UK jobs and US sales

Sterling (GBP) and the US dollar (USD) were the clear joint winners on Thursday. They strengthened by an average of 0.7% against the major currencies. Both owed their success to the same thing: the prospect of higher interest rates. The Japanese yen (JPY) touched a four-year low against the USD for the opposite reason.

The closer investors looked at yesterday morning’s UK employment data, the more they fancied that the Bank of England (GBP) will have no option but to raise Bank Rates next month. The assumption is that, barring unhelpful developments in the meantime, the Bank will seek to avoid a repeat of the criticism that it attracted when it failed to move a fortnight ago. Having taken the pound promptly higher when the data came out, investors continued the move for the rest of the day and overnight.

As for the dollar, there were at least two reasons for investors to anticipate tightening action by the Federal Reserve (USD). Strong US retail sales numbers belied the low-consumer-confidence story told by last week’s Michigan survey and the president of the St Louis Fed spoke in favour of tightening monetary policy. Sales increased by a monthly 1.7% in October and were 16.3% above the same month last year. The St Louis Fed’s James Bullard said on TV that the FOMC should “tack in a more hawkish direction” over its next couple of meetings in case inflation does not begin to ease. Separately, two former Fed presidents predicted that the benchmark Funds Rate would rise to between 3% and 4%.

 

Eurozone growth

On this side of the pond, the most important European ecostats related to third quarter gross domestic product in the Eurozone (EUR). They, and a smattering of central bank speakers, lacked the market impact of UK jobs and US retail sales.

The Eurozone’s GDP (EUR) expanded by a provisional 2.2% in Q3, in line with analysts’ forecasts and unchanged from Q2. GDP was 3.7% bigger than in Q3 2020. The same report showed employment increasing by 0.9% in Q3 and by 2% on the year. Following the news, the euro did edge higher but it lost seven eighths of a cent to sterling (GBP) and was unchanged on average.

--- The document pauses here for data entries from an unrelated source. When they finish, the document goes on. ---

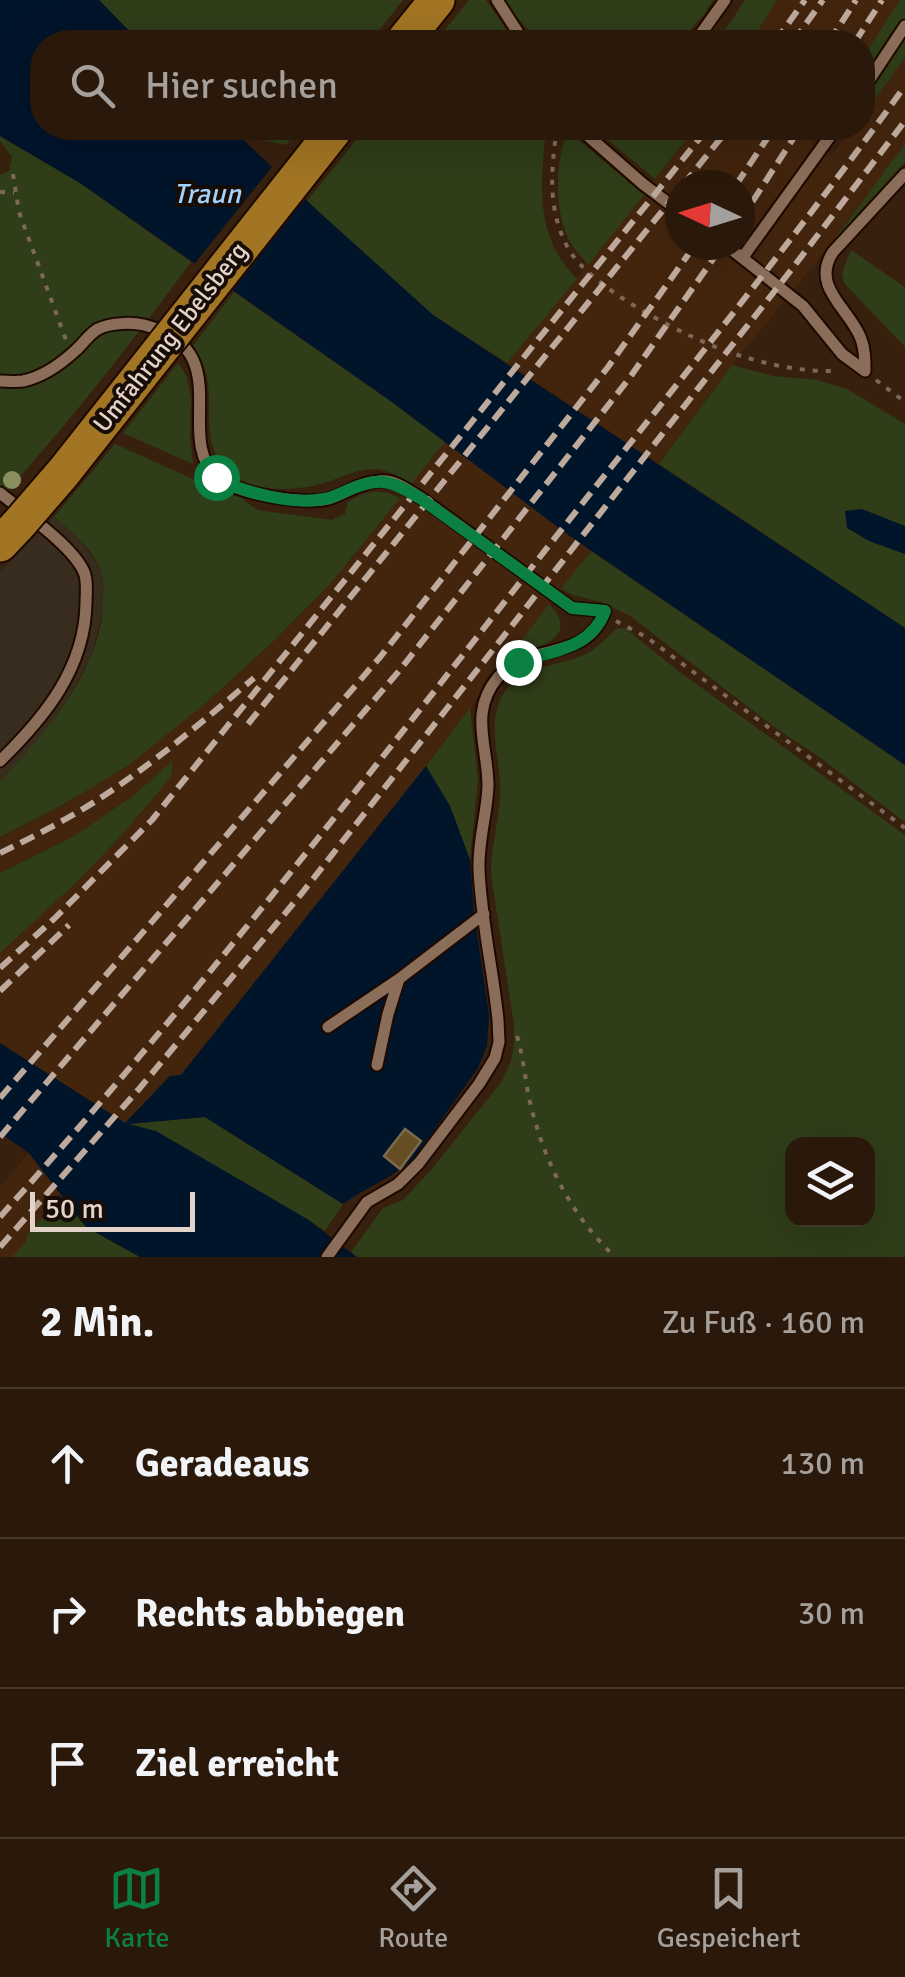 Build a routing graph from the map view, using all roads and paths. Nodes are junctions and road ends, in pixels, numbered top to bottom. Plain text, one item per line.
1 (437, 0) edge
2 (497, 0) edge
3 (725, 0) edge
4 (905, 26) edge
5 (413, 30) edge
6 (516, 30) edge
7 (704, 30) edge
8 (875, 71) edge
9 (327, 140) edge
10 (556, 140) edge
11 (594, 140) edge
12 (827, 140) edge
13 (13, 174) dead end
14 (905, 174) edge
15 (0, 192) edge
16 (14, 193) junction
17 (665, 200) edge
18 (755, 240) edge
19 (747, 260) edge
20 (71, 355) junction
21 (860, 368) junction
22 (0, 381) edge
23 (905, 402) edge
24 (0, 493) edge
25 (9, 534) edge
26 (605, 611) junction
27 (0, 761) edge
28 (905, 828) edge
29 (484, 914) junction
30 (399, 980) junction
31 (498, 1020) junction
32 (328, 1027) dead end
33 (377, 1065) dead end
34 (327, 1257) edge
35 (614, 1257) edge

1 - 5 main road
2 - 6 lane
3 - 7 lane
4 - 8 lane
9 - 25 main road, Umfahrung Ebelsberg, bridge
10 - 21 path
11 - 17 lane
12 - 18 lane
13 - 16 path
14 - 21 lane
15 - 16 path
16 - 20 path
19 - 21 lane
20 - 22 lane
20 - 26 lane
21 - 23 path
24 - 27 lane
26 - 28 path
26 - 29 lane
29 - 30 lane
29 - 31 lane
30 - 32 lane
30 - 33 lane
31 - 34 lane
31 - 35 path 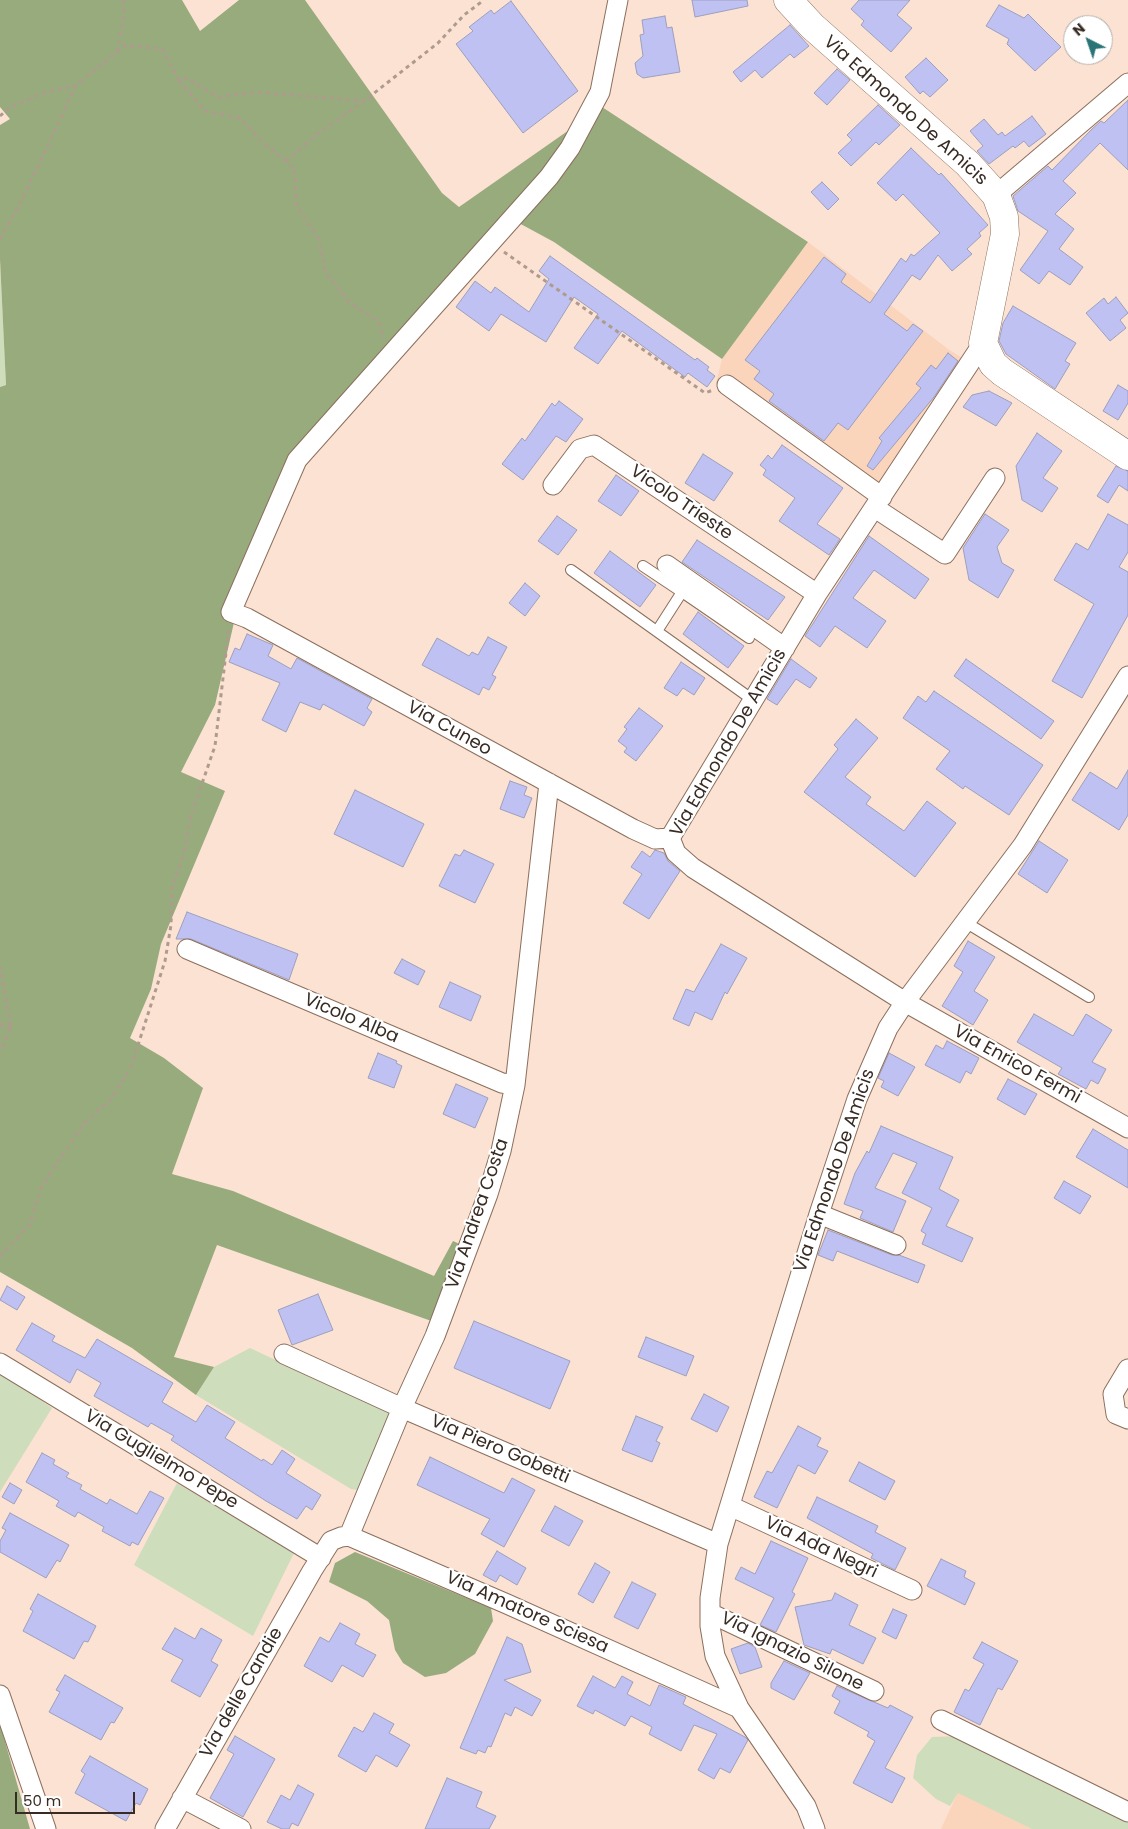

The other North American data were overshadowed by US retail sales. Canadian housing starts (CAD) continued to trend lower in October. In the States (USD) industrial production rebounded by a monthly 1.6% after September’s 1.3% decline. The NAHB’s housing market index of builder confidence rose on strong demand, despite “supply side challenges”.

 

Yet another case for higher rates

Where employment dominated the sterling narrative (GBP) on Tuesday, today it is the turn of inflation, which rose to an almost ten-year high. Once again, investors were all over the story this morning and the pound lurched higher for the second day in succession.

The Office for National Statistics (GBP) prefers to focus on the “Consumer Prices Index including owner occupiers’ housing costs” (CPIH), so this morning’s report appeared to put inflation at 3.8%. Most people, however, are accustomed to looking at the “shopping bag” CPI, and that came in at 4.2%. The old retail price index which affects, among other things, train fares was up by a punchy 6%. Sir John Gieve, a former deputy governor of the Bank of England, told the BBC this morning that the high inflation rate is “not thought to be a one-off”.

Inflation will be the dominant theme for the rest of the day too. South Africa (ZAR) has reported an unchanged headline rate of 5%. The Eurozone (EUR) is expected to come in at 2.1%, in line with the provisional figure. Canada (CAD) is pencilled in at 4.7%.